Is this prescriptive thinking? Maybe, depending on how you look at it. Though I think it's more aptly categorized as one of those things to keep in mind. Symbols work for a reason, but fiction excels for other reasons. But all fiction must not excel, of course. There are multiple reasons why media exists (including one I've written about before), and it would be unfair to say that the only fiction that ought to exist is that which reaches beyond, that tries to expand, that tries to teach, and tries to awe. Reasons are never exhaustive. But having both symbolics and images in mind, and knowing the delicate balance, now that is the work of a truly good writer. Of course, no one manages this more beautifully than the master herself, Virginia Woolf, though. From "The Lighthouse":
Beautiful and bright it should be on the surface, feathery and evanescent, one colour melting into another like the colours on a butterfly's wing; but beneath the fabric must be clamped together with bolts of iron. It was to be a thing you could ruffle with your breath; and a thing you could not dislodge with a team of horses. And she began to lay on a red, a grey, and she began to model her way into the hollow there.

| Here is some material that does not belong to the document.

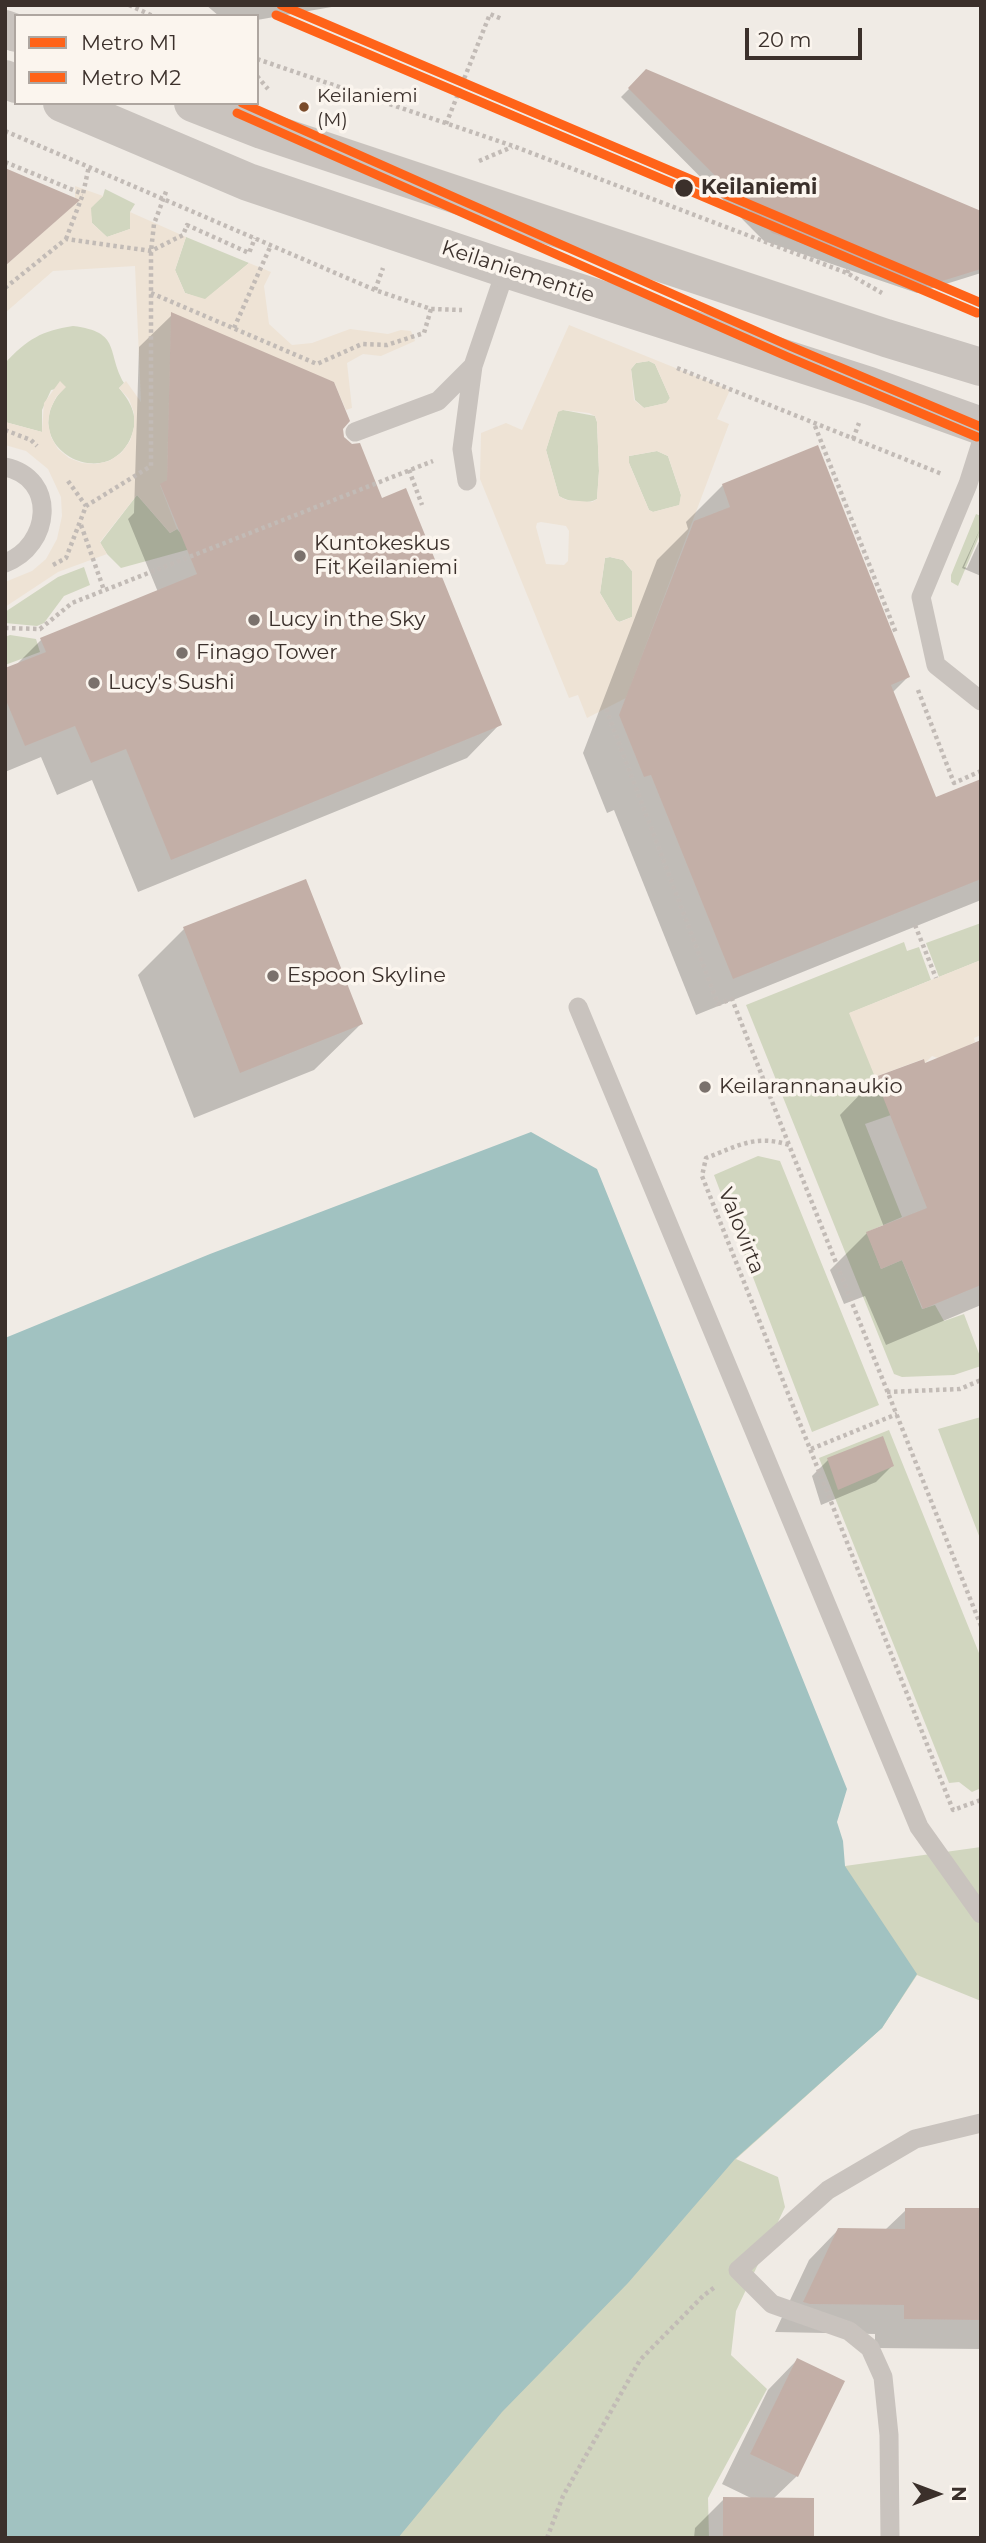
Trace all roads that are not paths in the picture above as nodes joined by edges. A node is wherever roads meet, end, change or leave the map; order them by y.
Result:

Also, curiously, how can you tell a book is from 2025? Look at the names of the characters. Where's John, Paul and Mary? Replaced by Pavani, Tea, Tarrare, Cece, Fifi, Misi, and Bruno2. Maybe because I'm not a native English speaker living in Montana, or LA, but I can't help but feel that those names aren't that common for white people living in Montana. I can't help but feel that you as a writer is so uncertain about the characters that you use the name as a personality trait. It's not, of course, it's what the characters do that defines them.